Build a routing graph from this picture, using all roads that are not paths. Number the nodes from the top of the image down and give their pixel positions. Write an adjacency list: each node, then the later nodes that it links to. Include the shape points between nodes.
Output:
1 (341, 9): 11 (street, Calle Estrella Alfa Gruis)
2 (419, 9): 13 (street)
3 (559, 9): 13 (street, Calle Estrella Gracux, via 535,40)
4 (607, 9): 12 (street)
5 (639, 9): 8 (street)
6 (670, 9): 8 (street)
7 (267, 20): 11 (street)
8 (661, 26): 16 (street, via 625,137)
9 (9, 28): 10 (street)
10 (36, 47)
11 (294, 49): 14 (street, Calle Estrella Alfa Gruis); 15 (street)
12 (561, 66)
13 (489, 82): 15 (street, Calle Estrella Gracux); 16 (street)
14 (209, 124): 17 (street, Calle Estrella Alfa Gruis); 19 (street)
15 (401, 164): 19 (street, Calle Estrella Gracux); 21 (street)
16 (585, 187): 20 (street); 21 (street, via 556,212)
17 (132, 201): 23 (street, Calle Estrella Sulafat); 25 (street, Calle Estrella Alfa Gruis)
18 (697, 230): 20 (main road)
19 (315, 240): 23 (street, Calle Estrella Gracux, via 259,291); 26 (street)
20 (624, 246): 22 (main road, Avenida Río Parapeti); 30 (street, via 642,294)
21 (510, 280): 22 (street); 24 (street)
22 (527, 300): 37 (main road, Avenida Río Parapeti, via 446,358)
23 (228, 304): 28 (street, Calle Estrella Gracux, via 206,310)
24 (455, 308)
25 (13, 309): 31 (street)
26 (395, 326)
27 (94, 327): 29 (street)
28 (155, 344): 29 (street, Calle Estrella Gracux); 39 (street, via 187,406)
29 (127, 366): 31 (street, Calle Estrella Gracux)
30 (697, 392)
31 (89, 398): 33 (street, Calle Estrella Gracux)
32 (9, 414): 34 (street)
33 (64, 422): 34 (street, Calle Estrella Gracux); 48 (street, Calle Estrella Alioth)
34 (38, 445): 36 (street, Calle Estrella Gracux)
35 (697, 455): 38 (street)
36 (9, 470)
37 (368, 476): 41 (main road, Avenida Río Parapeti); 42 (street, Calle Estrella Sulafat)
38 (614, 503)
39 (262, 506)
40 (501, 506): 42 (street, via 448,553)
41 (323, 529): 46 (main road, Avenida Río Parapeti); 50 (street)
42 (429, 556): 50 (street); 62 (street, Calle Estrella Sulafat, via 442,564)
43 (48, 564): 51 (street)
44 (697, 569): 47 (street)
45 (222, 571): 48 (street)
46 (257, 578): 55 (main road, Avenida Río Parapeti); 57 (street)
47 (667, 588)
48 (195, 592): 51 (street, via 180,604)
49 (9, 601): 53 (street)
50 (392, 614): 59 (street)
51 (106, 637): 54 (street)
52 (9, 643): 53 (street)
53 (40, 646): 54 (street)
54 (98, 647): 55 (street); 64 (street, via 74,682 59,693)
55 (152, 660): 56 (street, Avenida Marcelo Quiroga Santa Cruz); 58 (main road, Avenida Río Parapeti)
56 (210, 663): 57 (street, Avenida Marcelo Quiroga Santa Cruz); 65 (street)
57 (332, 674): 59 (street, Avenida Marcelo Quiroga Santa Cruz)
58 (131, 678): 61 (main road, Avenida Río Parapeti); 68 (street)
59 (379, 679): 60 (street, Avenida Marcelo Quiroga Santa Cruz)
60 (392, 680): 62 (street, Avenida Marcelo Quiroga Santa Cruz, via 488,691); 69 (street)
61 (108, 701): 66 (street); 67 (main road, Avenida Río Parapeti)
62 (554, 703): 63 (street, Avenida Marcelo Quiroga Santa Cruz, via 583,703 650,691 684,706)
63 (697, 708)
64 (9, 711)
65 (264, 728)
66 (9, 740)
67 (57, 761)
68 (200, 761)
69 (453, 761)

→ **Task goal**
Every entry should be output exactly as written, please.

→ **Result of the task**
Build a routing graph from this picture, using all roads that are not paths. Number the nodes from the top of the image down and give their pixel positions. Write an adjacency list: each node, then the later nodes that it links to. Include the shape points between nodes.
Output:
1 (341, 9): 11 (street, Calle Estrella Alfa Gruis)
2 (419, 9): 13 (street)
3 (559, 9): 13 (street, Calle Estrella Gracux, via 535,40)
4 (607, 9): 12 (street)
5 (639, 9): 8 (street)
6 (670, 9): 8 (street)
7 (267, 20): 11 (street)
8 (661, 26): 16 (street, via 625,137)
9 (9, 28): 10 (street)
10 (36, 47)
11 (294, 49): 14 (street, Calle Estrella Alfa Gruis); 15 (street)
12 (561, 66)
13 (489, 82): 15 (street, Calle Estrella Gracux); 16 (street)
14 (209, 124): 17 (street, Calle Estrella Alfa Gruis); 19 (street)
15 (401, 164): 19 (street, Calle Estrella Gracux); 21 (street)
16 (585, 187): 20 (street); 21 (street, via 556,212)
17 (132, 201): 23 (street, Calle Estrella Sulafat); 25 (street, Calle Estrella Alfa Gruis)
18 (697, 230): 20 (main road)
19 (315, 240): 23 (street, Calle Estrella Gracux, via 259,291); 26 (street)
20 (624, 246): 22 (main road, Avenida Río Parapeti); 30 (street, via 642,294)
21 (510, 280): 22 (street); 24 (street)
22 (527, 300): 37 (main road, Avenida Río Parapeti, via 446,358)
23 (228, 304): 28 (street, Calle Estrella Gracux, via 206,310)
24 (455, 308)
25 (13, 309): 31 (street)
26 (395, 326)
27 (94, 327): 29 (street)
28 (155, 344): 29 (street, Calle Estrella Gracux); 39 (street, via 187,406)
29 (127, 366): 31 (street, Calle Estrella Gracux)
30 (697, 392)
31 (89, 398): 33 (street, Calle Estrella Gracux)
32 (9, 414): 34 (street)
33 (64, 422): 34 (street, Calle Estrella Gracux); 48 (street, Calle Estrella Alioth)
34 (38, 445): 36 (street, Calle Estrella Gracux)
35 (697, 455): 38 (street)
36 (9, 470)
37 (368, 476): 41 (main road, Avenida Río Parapeti); 42 (street, Calle Estrella Sulafat)
38 (614, 503)
39 (262, 506)
40 (501, 506): 42 (street, via 448,553)
41 (323, 529): 46 (main road, Avenida Río Parapeti); 50 (street)
42 (429, 556): 50 (street); 62 (street, Calle Estrella Sulafat, via 442,564)
43 (48, 564): 51 (street)
44 (697, 569): 47 (street)
45 (222, 571): 48 (street)
46 (257, 578): 55 (main road, Avenida Río Parapeti); 57 (street)
47 (667, 588)
48 (195, 592): 51 (street, via 180,604)
49 (9, 601): 53 (street)
50 (392, 614): 59 (street)
51 (106, 637): 54 (street)
52 (9, 643): 53 (street)
53 (40, 646): 54 (street)
54 (98, 647): 55 (street); 64 (street, via 74,682 59,693)
55 (152, 660): 56 (street, Avenida Marcelo Quiroga Santa Cruz); 58 (main road, Avenida Río Parapeti)
56 (210, 663): 57 (street, Avenida Marcelo Quiroga Santa Cruz); 65 (street)
57 (332, 674): 59 (street, Avenida Marcelo Quiroga Santa Cruz)
58 (131, 678): 61 (main road, Avenida Río Parapeti); 68 (street)
59 (379, 679): 60 (street, Avenida Marcelo Quiroga Santa Cruz)
60 (392, 680): 62 (street, Avenida Marcelo Quiroga Santa Cruz, via 488,691); 69 (street)
61 (108, 701): 66 (street); 67 (main road, Avenida Río Parapeti)
62 (554, 703): 63 (street, Avenida Marcelo Quiroga Santa Cruz, via 583,703 650,691 684,706)
63 (697, 708)
64 (9, 711)
65 (264, 728)
66 (9, 740)
67 (57, 761)
68 (200, 761)
69 (453, 761)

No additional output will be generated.